Smith-Rock-Spring-Thing

Event Date: April 28th, 2018

Time: Registration begins at 8:00am

Location: Smith Rock State Park

Terrebonne, OR

Calling all Smith Rock climbers: The 2018 Smith Rock Spring Thing will be held on April 28th, 2018 as volunteers converge to get their hands dirty rehabilitating trails and helping maintain the park. Volunteers will be part of groups that work within different areas of the park helping build trails, restoring existing trails, or improving areas near the base of heavily trafficked climbs.

Smith Rock has become a worldwide destination that is seeing significant increases in visitors each year. If you’ve ever pulled into the parking lot on a nice spring day around 11am, you know what I’m talking about. It has reached a point where local officials have now started drafting a new plan to accommodate visitors while keeping the park home to natural wildlife habitats. The Smith Rock Spring Thing is your chance to give back to help restore and maintain the recreational area.

What to Expect

The annual Smith Rock Spring Thing brings together climbers and those who love Smith Rock to help maintain existing trails and build new trails where they are needed. The single day event is typically made up of hundreds of volunteers that are broken off into smaller teams of roughly ten who then tackle a single project within the park. Volunteers choose the project they will be working on in a first-come, first-serve sign-up process at the registration table in the main parking lot near the visitors center yurt. Parking will be limited so plan to arrive early and carpool if possible.

Smith Rock Spring Thing

Instagram photo credit: @jessa_tink

What to Bring

The event organizers provide work gloves, tools, and often times have used vehicles to drop off any heavy lumber or materials needed at each project site. All each volunteer needs to bring is a positive attitude, a willingness to work as a team with others, food and water for the day, and to be in good physical condition depending on the project. Some teams will hike out to the far reaches of the park, while those signing up early will have their pick of closer in projects. Many of the projects do require heavy lifting either by yourself or as part of a team moving boulders, picking up debris, or digging. Instruction will provided by respective project leads who will be in charge of directing teams and providing guidance as needed.

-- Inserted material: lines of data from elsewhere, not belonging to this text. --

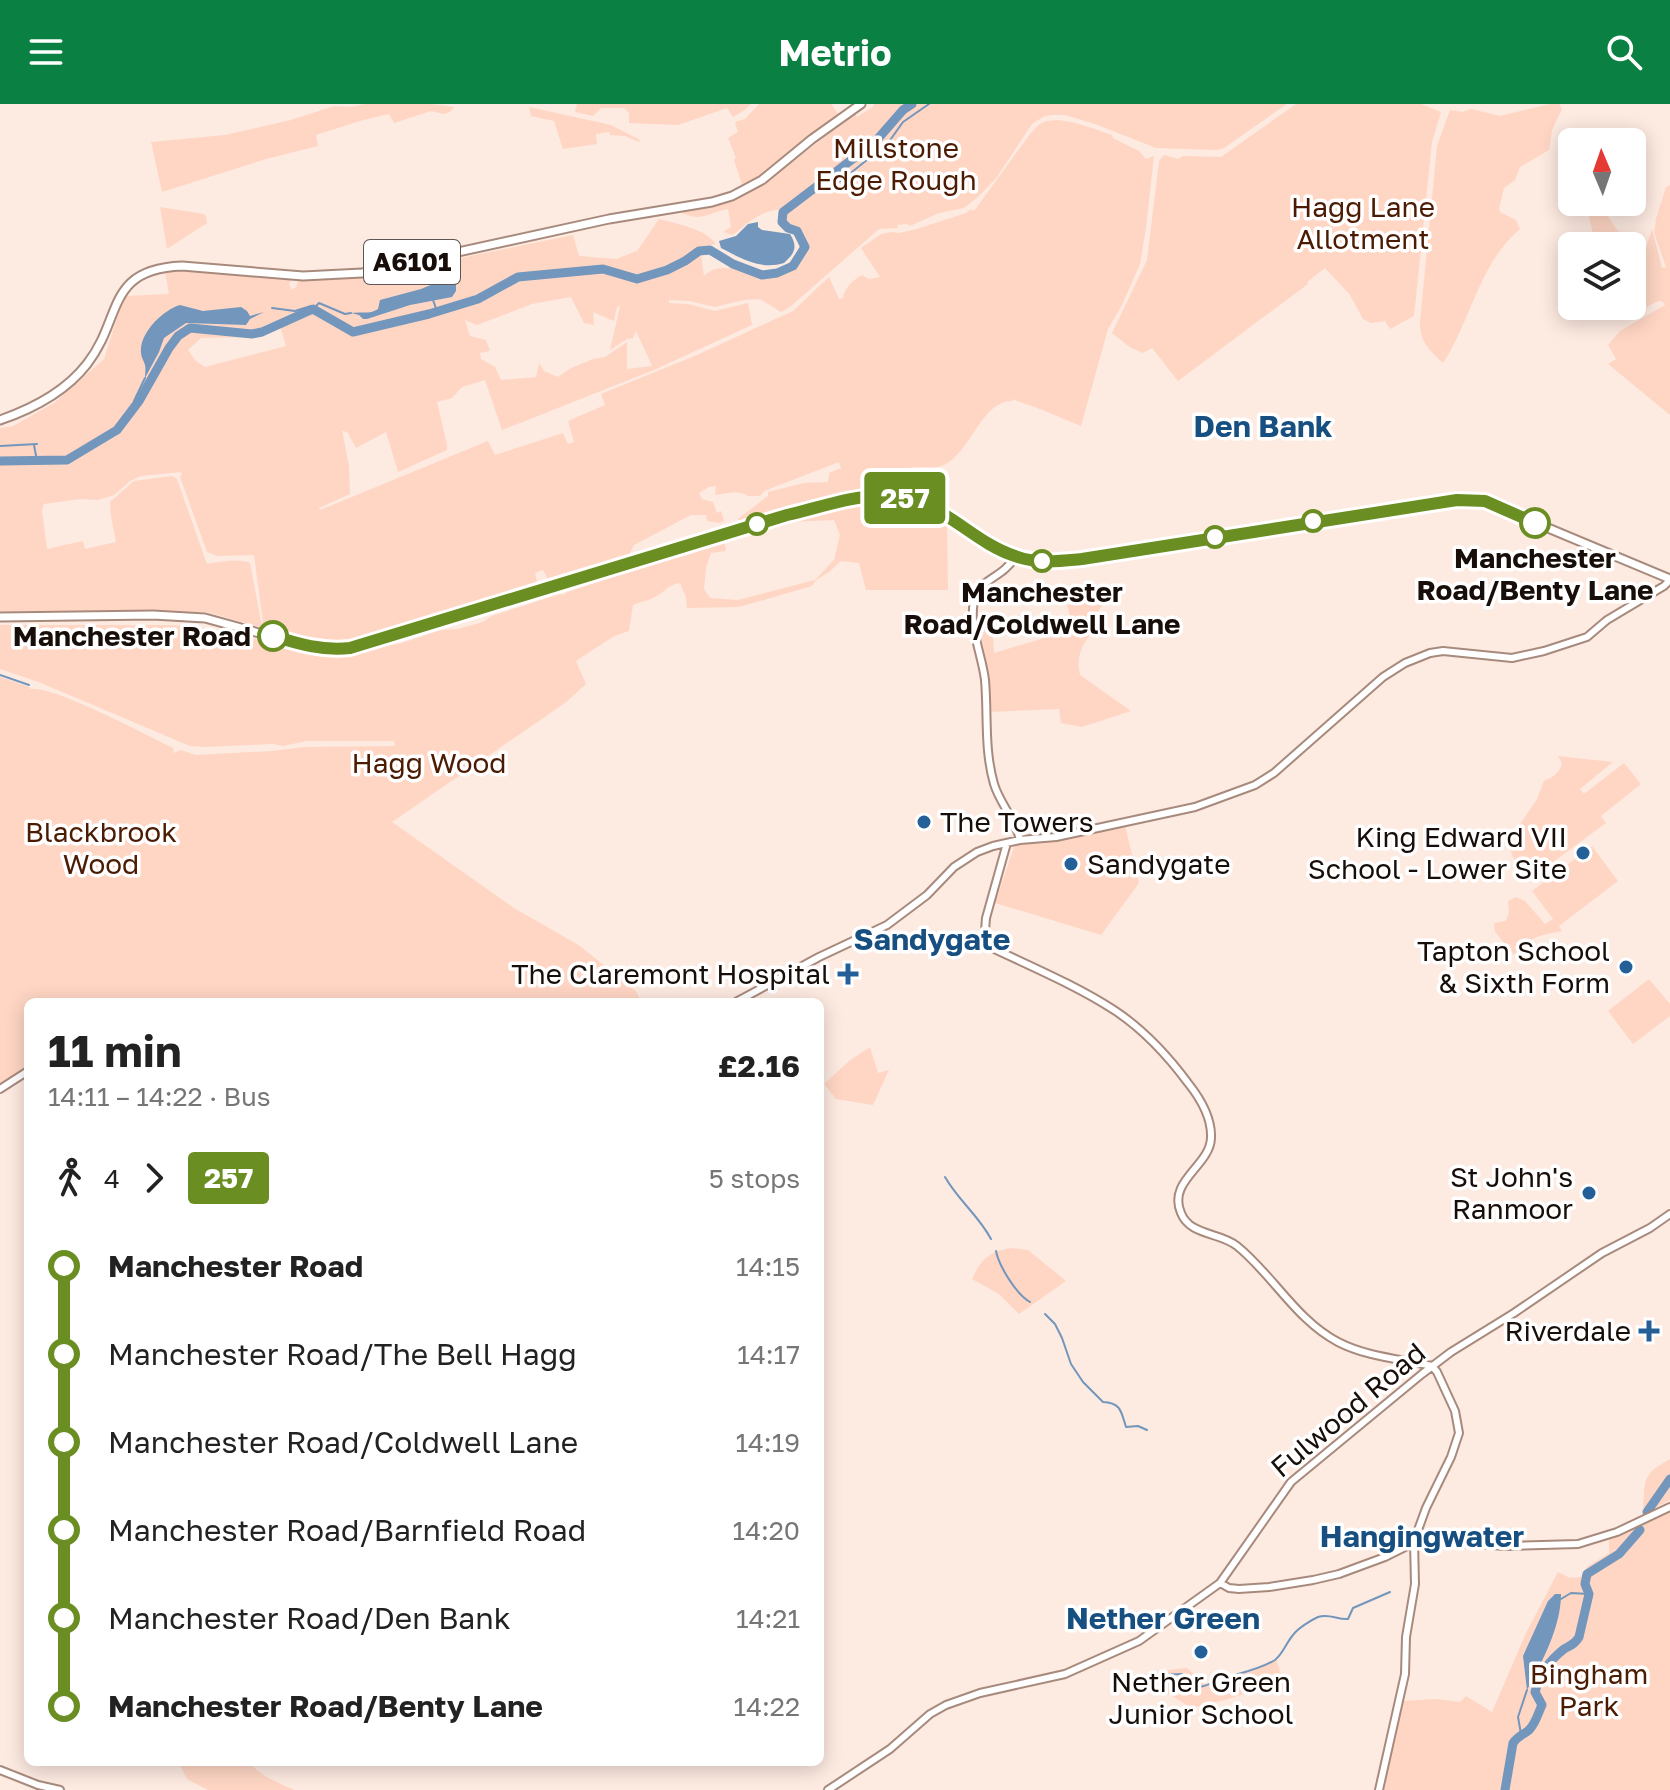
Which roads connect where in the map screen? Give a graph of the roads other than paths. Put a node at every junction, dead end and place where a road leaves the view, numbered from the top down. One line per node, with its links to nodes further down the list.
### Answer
1 (861, 104): 2 (main road, A6101)
2 (0, 420)
3 (1015, 557): 4 (main road); 5 (main road); 6 (street)
4 (1670, 580): 6 (street)
5 (0, 617)
6 (1020, 840): 7 (street)
7 (1007, 843): 8 (street); 12 (street)
8 (743, 998)
9 (24, 1074): 10 (street)
10 (0, 1089)
11 (1670, 1214): 12 (street, Fulwood Road)
12 (1432, 1366): 14 (street); 15 (street, Fulwood Road)
13 (1670, 1507): 14 (street)
14 (1414, 1541): 15 (street); 19 (street)
15 (1220, 1583): 18 (street, Fulwood Road)
16 (0, 1770): 17 (street)
17 (60, 1790)
18 (828, 1790)
19 (1379, 1790)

What Does a Typical Project Look Like?

Last year we were part of a team of roughly 12 people that worked on building a proper walk-off trail for climbs topping out on the Smith Rock Group, namely Wherever I May Roam. While there was a faint trail that was established heading off the west side of the formation down to the river, it wasn’t obvious and multiple trails left getting down open to interpretation. This led to climbers and hikers taking different routes and adding to erosion concerns. Our team helped pick up old branches and debris to try and build guard rails of sorts to direct hikers on a single path from top to bottom. In the steeper sections of the trail near the top of the formation we used boulder slings to carry large rocks from the nearby area that were then used to build steps into the trail. We were lucky enough to have been led by a husband and wife duo from the Access Fund who traveled from crag to crag around the United States helping maintain and restore climbing areas.